It's something on the order of: Get 5 lives, get your score to end in 700, then die by falling onto the second platform of the conveyer-belt level when the count-down timer has a 7 in the second to last digit. Do that, quit the game prematurely, and you'll see "LMD" in tiny letters in the middle of the screen. Totally not worth the effort. (Really don't take these instructions as gospel and then complain that they don't work. They won't. It's been 25 years since I wrote that stuff and I have no earthly idea of the precise trigger, just that it was a bastard to achieve).

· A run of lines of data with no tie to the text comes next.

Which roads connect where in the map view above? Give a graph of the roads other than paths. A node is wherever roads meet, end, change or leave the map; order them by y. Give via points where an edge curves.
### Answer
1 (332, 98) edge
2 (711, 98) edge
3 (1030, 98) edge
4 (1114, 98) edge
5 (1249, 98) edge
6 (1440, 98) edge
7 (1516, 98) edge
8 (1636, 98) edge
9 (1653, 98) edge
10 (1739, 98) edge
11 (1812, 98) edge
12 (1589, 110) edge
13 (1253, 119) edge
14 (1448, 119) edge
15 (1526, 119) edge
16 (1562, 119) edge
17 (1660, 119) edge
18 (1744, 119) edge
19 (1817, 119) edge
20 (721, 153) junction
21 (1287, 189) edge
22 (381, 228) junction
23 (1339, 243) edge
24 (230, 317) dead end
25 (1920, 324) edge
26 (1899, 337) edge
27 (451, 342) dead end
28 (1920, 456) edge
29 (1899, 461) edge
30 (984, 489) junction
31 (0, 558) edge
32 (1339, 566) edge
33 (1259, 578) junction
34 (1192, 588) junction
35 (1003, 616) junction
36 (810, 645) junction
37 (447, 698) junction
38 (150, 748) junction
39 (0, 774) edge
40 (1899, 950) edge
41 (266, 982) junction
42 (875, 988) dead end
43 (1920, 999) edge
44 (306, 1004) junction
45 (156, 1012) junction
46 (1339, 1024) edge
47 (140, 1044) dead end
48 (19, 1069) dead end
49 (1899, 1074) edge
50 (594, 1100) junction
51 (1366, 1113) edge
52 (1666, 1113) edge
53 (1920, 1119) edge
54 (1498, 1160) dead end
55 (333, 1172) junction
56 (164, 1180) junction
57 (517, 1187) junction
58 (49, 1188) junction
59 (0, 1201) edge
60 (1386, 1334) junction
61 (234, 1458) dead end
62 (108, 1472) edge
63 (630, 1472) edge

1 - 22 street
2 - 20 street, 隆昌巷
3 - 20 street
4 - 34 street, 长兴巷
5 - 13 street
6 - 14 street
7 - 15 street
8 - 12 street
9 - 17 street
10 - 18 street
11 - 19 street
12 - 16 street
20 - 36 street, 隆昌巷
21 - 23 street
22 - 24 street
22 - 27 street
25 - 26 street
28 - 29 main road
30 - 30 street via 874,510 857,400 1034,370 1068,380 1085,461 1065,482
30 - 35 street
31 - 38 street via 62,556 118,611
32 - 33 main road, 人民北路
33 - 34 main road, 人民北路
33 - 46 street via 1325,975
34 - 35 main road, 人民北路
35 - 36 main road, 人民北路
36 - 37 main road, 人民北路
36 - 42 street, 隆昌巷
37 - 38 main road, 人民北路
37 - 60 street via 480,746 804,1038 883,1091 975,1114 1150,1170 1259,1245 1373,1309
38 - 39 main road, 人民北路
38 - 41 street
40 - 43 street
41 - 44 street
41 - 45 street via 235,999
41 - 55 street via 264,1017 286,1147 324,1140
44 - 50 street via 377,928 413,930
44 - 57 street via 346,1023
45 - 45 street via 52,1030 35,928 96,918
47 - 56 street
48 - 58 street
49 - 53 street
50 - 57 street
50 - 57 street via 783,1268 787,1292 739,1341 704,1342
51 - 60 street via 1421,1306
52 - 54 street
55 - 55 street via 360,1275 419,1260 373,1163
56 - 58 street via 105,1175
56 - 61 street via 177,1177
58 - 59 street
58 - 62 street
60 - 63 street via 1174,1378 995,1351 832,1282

These crazy conditions are easy to gang up in a small amount of code, running against the game state, that you can mis-comment ("frobblegob the middengrot") so no one looking at the sources (even) can tell what the heck is going on. Now probably somebody with a diassembly will figure it out by tomorrow morning and then complain about the easter egg being not worth it. Well, yeah, I said that.
I was going to do something more accessible and a little more spectacular (the name DONKEY KONG happens to have the same number of letters as my name, heh), but ran out of time and gumption and ROM space. DK took a little over five months to do (from design documents in late October of 1982 to signing off on the final ROMs in early March. I was feeling extra crispy towards the end, and didn't want to wreck an official test pass (and worse, have to explain why) for vanity's sake.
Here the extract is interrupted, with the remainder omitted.